Kerala election heats up with three candidates for Aruvikkara seat
The by-election for the Aruvikkara assembly seat is turning out to be one of the most fiercely-contested electoral battles in Kerala in recent memory, with local body polls scheduled for October and assembly elections coming up less than a year from now.india Updated: Jun 25, 2015 12:06 IST
The by-election for the Aruvikkara assembly seat is turning out to be one of the most fiercely-contested electoral battles in Kerala in recent memory, with local body polls scheduled for October and assembly elections coming up less than a year from now. The by-poll was precipitated by the death of former Kerala speaker G Karthikeyan.
This is the 40th by-election after the state’s formation and the third during the tenure of the ruling United Democratic Front (UDF) government. The UDF alliance won handsomely in the last two elections in Piravom and Neyyantinkara.
However, this time the UDF, whose image has been dented by the bar bribery case and solar scam, is on a sticky wicket.
The by-election will be held on June 27 and the results announced on June 30. The Congress candidate for Aruvikkara is G Karthikeyan’s son KS Sabarinadhan, a former senior manager with Tata Trust. Kerala has a history of favouring blood relations in by-elections that have been held due to the impromptu death of a leader.
G Karthikeyan, ironically, was part of the group consisting of Kerala home minister Ramesh Chennithala and Wayanad MP MI Shanavas that rebelled against late chief minister K Karunakaran’s efforts to bring his son K Muraleedharan into the party leadership.
“The decision to field Sabarinadhan is a clear indication of Congress’s bid to cash in on a sympathy wave. First, they tried to convince Karthikeyan’s wife and when she refused, they brought in his son. Such a move would not have happened under normal circumstances,” said George Pulikkan, a senior journalist.
The veteran CPI-M leader is under a lot of pressure, as his party has not been able to win a major election since 2006 (Taken from M Vijayakumar's official Facebook page)
The opposition CPI-M has fielded former speaker M Vijayakumar for the by-poll. Vijayakumar earlier defeated Karthikeyan in 1987 in Thiruvananthapuram North assembly constituency. The BJP’s decision to field O Rajagopal has made it a decidely triangular contest. A former vice-president of the party and a member of former Prime Minister Atal Bihari Vajpayee’s cabinet, Rajagopal unsuccessfully contested more than nine elections from different parts of Kerala.

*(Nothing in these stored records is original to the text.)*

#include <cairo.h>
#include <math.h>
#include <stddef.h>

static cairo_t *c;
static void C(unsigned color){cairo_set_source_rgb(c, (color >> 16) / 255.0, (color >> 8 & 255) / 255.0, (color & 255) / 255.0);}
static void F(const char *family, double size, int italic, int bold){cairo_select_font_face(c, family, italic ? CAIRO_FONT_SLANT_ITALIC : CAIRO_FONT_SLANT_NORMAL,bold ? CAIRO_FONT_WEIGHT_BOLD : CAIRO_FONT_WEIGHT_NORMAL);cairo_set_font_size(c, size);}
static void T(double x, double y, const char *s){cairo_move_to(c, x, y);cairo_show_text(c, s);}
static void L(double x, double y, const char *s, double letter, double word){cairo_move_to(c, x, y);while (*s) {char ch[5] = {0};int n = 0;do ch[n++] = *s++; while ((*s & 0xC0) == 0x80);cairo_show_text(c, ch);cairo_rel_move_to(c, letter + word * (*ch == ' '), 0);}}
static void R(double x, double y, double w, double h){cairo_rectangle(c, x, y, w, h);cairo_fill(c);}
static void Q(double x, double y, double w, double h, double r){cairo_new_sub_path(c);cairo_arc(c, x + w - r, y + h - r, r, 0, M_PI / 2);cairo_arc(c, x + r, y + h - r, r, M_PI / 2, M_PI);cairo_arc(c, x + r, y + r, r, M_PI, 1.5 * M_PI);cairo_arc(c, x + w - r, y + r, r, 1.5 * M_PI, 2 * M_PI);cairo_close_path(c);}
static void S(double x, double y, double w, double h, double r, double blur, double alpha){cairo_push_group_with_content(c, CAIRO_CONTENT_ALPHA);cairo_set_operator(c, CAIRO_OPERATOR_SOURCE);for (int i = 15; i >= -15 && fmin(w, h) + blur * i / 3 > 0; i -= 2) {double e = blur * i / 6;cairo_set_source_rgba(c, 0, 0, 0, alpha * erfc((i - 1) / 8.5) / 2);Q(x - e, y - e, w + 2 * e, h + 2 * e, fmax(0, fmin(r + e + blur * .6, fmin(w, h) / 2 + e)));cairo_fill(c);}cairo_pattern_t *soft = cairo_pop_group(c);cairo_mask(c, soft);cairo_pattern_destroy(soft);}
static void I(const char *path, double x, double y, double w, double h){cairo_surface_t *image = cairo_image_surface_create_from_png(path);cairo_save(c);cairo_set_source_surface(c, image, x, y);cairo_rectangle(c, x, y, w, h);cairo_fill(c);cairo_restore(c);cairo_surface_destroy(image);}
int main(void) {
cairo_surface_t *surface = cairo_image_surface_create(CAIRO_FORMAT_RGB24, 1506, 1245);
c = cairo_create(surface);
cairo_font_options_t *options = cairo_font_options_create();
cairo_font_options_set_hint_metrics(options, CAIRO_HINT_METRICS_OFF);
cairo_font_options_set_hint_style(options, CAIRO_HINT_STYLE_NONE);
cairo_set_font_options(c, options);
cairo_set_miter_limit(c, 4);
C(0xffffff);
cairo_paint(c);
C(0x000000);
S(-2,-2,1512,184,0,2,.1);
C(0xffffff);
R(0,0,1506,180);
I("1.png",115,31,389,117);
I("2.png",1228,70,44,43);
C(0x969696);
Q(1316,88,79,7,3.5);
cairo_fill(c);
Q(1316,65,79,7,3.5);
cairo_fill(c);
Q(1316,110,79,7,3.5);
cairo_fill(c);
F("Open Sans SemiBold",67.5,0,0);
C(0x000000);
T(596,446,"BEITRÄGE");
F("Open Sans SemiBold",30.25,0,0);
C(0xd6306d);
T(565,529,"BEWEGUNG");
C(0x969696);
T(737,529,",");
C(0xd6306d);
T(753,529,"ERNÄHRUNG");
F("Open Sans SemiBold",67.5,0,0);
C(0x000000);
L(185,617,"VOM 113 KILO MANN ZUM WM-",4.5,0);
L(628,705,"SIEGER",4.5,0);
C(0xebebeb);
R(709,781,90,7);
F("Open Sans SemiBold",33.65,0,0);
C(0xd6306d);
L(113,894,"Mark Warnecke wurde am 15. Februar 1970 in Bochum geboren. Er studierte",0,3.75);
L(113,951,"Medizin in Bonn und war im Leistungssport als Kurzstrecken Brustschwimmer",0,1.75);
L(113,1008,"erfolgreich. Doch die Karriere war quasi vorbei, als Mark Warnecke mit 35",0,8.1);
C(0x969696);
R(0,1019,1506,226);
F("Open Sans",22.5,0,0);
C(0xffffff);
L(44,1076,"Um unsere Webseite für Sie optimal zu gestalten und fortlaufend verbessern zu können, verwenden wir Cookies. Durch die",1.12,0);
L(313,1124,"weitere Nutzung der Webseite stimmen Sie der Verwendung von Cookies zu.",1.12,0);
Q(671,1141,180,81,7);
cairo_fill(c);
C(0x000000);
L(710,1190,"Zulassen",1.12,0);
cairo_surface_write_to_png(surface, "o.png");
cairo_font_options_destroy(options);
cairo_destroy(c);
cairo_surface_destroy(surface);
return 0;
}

Despite his lack of success, Rajagopal was instrumental in increasing the BJP’s vote share in Thiruvananthapuram. In the last parliamentary election, he managed to lead in 60 of the 100 wards in Thiruvananthapuram corporation and for the first time pushed the LDF’s candidate to the third position.
“There is a clear split in anti-incumbency votes with the entry of Rajagopal and this has the potential to push one of the two principal parties to the third position,” said KM Sajad Ibrahim, state coordinator of the Lokniti network and associate professor at the department of political science in University of Kerala.
The stakes are high for all three parties. For chief minister Oommen Chandy, a defeat in Aruvikkara, which has been a Congress bastion for the past 24 years, will be a setback he cannot afford. Chandy, who has been aggressively campaigning for the past one-and-half weeks, has gone to the extent of declaring the by-polls a referendum on his government.
The BJP's candidate, and a former member of Atal Bihari Vajpayee's cabinet, Rajagopal is hoping to break his unlucky streak of unsuccessfully contesting 9 Kerala elections (Taken from O Rajagopal's official Facebook page)
For the CPI-M, this is the first election after Kodiyeri Balakrishnan took over as the new state secretary. It is also the first polls under the direct supervision of Pinarayi Vijayan, tipped to be the party’s chief ministerial candidate in the 2016 assembly elections.
The campaign on the ground, however, is being led by former chief minister VS Achuthanandan, who has been addressing public meetings for the past four days. With the party losing its grip in West Bengal, a by-election victory in Kerala could be a huge morale booster.
“The CPI-M has not won a single major election after the Thiruvambadi by-poll in 2006. It is a do or die situation for them. A defeat in Aruvikkara, in spite of so many allegations against the ruling combine, will further scuttle their chances in the upcoming local body elections just five months away,” said political analyst A Jayashankar.
In the BJP’s case, a victory in Aruvikkara will finally mark the party's presence in Kerala’s electoral landscape. In spite of having a large number of RSS cadres in the state, the BJP has yet to make a dent in the assembly.